_WORK INSTRUCTION_
List the lines of this listing that hold the word "Fairview".

____________________

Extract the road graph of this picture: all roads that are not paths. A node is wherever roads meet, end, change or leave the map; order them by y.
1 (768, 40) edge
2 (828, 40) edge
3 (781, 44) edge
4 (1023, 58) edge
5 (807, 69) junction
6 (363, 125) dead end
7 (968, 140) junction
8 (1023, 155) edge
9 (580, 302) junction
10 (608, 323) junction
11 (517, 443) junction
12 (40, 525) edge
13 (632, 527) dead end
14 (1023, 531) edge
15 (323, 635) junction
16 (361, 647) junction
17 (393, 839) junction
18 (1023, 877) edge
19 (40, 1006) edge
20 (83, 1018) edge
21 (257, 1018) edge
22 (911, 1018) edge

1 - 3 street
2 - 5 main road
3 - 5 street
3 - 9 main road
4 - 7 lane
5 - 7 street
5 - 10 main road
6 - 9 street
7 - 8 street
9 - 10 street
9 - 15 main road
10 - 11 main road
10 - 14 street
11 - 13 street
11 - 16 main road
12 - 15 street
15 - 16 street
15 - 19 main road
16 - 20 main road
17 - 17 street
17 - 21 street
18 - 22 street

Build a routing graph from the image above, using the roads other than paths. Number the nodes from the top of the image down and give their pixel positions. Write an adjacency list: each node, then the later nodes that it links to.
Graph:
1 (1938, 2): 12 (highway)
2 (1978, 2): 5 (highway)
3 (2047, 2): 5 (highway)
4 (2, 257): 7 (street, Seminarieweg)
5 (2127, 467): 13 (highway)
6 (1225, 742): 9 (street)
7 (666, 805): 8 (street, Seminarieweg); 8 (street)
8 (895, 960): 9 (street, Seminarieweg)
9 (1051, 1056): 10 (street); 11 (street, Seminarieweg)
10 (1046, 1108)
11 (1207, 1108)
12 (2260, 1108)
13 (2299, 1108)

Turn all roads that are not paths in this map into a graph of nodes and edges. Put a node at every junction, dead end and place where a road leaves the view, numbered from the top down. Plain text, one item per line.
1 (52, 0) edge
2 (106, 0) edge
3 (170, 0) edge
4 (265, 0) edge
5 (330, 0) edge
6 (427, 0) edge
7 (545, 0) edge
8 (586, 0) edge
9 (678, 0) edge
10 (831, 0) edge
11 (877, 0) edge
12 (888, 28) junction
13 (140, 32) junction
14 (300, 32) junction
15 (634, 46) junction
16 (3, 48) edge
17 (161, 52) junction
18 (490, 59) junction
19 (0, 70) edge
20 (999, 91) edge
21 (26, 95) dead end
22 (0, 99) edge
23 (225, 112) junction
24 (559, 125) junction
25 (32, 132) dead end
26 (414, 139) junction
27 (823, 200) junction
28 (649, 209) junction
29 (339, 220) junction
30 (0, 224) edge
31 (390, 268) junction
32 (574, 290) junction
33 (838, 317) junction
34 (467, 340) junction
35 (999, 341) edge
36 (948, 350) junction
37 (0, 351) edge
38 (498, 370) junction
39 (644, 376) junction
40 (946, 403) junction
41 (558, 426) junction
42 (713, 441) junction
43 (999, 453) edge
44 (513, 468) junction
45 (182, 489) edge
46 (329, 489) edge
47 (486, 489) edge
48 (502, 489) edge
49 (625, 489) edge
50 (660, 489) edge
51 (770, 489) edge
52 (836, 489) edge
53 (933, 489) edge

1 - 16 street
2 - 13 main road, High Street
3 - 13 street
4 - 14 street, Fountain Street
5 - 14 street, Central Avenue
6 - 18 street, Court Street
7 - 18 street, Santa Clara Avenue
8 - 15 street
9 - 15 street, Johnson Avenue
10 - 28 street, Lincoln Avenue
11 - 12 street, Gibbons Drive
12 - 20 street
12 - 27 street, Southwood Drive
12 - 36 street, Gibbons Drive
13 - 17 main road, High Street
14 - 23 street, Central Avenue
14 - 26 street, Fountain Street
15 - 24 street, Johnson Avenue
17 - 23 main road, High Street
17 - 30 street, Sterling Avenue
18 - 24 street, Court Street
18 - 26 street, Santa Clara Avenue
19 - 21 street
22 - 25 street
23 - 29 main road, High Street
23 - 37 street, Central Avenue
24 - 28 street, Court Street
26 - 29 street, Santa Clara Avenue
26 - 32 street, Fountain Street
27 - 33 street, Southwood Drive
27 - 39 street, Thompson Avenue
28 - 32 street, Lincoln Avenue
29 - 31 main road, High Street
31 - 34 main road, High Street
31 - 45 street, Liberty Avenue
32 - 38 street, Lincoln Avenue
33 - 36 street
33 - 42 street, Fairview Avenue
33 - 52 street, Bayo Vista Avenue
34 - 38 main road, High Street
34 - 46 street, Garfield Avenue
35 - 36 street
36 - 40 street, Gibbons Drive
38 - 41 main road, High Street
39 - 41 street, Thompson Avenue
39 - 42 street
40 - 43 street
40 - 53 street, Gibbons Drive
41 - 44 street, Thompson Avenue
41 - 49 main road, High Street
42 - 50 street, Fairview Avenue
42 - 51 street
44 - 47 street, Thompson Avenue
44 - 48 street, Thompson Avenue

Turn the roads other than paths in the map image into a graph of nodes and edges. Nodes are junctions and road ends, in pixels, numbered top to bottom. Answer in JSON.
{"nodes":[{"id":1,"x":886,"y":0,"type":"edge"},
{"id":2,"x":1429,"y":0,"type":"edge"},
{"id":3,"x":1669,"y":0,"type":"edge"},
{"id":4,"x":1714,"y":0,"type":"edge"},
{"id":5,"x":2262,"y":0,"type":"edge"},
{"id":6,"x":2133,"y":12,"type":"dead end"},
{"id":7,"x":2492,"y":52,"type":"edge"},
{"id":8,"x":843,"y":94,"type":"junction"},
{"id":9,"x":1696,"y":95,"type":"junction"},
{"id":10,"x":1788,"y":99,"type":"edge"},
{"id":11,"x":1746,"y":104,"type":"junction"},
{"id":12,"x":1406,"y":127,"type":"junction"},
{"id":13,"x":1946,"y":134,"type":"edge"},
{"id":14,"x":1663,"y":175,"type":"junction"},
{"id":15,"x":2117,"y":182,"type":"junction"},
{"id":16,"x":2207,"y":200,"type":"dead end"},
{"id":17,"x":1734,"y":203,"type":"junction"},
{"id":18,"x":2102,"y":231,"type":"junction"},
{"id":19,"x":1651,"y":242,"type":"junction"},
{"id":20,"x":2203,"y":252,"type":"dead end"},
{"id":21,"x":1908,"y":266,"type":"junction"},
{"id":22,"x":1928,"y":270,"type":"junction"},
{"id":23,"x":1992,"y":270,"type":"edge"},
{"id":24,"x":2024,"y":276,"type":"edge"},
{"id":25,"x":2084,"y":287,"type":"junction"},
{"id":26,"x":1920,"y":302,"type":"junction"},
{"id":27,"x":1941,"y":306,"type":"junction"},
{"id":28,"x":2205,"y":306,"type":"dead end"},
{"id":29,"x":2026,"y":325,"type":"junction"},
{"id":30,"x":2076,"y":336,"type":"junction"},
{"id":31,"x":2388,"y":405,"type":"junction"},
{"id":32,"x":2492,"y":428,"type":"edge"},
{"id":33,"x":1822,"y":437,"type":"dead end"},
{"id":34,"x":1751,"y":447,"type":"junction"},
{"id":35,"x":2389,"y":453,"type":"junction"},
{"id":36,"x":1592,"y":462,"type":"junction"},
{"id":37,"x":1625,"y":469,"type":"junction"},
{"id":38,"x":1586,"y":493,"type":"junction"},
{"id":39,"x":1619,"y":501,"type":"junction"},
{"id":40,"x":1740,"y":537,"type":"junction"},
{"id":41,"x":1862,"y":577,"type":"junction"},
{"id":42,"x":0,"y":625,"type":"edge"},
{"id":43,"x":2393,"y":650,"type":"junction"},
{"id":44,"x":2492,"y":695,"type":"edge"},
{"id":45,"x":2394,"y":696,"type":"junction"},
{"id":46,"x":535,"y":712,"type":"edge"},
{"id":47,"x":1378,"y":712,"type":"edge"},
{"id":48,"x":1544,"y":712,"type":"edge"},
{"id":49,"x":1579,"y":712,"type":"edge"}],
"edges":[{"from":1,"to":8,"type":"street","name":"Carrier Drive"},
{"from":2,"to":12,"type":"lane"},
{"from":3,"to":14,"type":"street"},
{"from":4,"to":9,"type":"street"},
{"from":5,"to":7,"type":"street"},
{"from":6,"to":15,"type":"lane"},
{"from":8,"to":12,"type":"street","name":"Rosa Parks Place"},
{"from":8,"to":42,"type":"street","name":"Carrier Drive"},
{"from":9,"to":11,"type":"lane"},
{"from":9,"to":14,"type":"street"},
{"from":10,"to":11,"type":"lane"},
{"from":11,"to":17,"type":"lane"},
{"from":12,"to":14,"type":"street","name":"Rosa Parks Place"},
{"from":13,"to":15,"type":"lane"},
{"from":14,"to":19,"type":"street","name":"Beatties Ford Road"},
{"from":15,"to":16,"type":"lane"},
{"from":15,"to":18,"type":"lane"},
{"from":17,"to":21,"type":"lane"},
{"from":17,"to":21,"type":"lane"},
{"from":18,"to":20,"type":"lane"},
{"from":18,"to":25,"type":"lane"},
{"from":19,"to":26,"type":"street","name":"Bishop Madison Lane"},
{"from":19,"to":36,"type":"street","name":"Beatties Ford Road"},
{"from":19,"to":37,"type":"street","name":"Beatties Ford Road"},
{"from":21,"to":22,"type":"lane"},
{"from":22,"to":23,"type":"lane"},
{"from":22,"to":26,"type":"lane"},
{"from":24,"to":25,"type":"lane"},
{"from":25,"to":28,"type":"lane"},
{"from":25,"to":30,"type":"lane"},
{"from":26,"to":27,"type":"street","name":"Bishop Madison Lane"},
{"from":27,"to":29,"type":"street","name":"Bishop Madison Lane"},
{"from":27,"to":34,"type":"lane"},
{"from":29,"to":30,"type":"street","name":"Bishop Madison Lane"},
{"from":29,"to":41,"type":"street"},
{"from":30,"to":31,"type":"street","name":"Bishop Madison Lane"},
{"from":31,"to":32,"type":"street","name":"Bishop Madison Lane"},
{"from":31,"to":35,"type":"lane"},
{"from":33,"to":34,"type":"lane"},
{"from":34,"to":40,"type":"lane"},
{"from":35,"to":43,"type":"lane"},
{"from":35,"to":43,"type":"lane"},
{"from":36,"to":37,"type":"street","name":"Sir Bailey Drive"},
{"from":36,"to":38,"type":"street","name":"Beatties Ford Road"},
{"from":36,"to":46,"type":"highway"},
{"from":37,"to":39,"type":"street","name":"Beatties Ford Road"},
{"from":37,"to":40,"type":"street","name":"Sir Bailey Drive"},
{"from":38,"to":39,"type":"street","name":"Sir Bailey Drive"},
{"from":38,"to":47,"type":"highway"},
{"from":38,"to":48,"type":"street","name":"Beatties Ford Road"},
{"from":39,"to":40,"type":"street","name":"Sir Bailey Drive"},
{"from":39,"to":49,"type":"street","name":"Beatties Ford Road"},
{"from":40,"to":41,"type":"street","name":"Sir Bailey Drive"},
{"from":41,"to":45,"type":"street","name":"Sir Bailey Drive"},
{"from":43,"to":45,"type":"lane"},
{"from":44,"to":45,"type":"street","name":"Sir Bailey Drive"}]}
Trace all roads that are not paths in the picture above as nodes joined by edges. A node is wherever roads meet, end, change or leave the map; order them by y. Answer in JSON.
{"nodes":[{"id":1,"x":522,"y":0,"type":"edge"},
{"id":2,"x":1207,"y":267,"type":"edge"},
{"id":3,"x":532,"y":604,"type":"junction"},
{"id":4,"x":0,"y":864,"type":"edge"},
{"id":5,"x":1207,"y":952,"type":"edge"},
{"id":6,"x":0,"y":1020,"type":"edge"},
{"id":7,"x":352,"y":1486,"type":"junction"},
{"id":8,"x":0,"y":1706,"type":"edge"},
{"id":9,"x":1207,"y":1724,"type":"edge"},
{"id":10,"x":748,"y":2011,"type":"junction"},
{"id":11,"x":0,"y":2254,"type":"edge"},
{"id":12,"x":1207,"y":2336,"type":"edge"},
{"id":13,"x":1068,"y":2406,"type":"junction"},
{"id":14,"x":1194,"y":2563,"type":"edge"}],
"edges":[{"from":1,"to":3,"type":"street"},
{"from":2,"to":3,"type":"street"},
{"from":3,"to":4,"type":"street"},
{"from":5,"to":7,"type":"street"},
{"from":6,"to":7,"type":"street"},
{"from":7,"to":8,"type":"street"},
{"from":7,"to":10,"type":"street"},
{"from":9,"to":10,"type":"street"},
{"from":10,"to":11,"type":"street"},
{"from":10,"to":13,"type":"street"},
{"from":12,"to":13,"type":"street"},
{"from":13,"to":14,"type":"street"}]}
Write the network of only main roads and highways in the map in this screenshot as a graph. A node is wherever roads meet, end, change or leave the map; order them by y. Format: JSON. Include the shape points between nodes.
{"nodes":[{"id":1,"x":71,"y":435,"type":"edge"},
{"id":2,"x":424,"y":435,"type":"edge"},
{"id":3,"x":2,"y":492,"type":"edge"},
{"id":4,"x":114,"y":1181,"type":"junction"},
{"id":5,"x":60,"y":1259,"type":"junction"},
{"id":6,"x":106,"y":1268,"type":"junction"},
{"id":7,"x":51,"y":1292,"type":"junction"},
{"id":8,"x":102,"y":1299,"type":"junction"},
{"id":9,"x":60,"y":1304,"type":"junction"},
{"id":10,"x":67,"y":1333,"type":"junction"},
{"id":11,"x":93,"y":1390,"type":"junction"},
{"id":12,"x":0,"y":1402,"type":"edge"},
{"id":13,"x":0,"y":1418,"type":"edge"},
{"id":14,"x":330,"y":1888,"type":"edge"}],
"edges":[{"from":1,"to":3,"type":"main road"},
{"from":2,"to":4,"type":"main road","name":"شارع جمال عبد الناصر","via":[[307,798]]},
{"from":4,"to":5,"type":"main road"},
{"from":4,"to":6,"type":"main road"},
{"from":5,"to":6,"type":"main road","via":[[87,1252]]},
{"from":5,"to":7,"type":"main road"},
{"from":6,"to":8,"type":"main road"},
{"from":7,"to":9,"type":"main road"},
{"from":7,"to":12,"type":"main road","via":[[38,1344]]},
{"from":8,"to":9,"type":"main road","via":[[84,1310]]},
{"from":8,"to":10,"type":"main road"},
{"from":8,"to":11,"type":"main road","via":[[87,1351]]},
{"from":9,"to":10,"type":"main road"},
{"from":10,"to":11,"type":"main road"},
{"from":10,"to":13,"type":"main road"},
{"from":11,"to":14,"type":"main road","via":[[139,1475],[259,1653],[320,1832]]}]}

____________________

_WRITTEN SOLUTION_
33 - 42 street, Fairview Avenue
42 - 50 street, Fairview Avenue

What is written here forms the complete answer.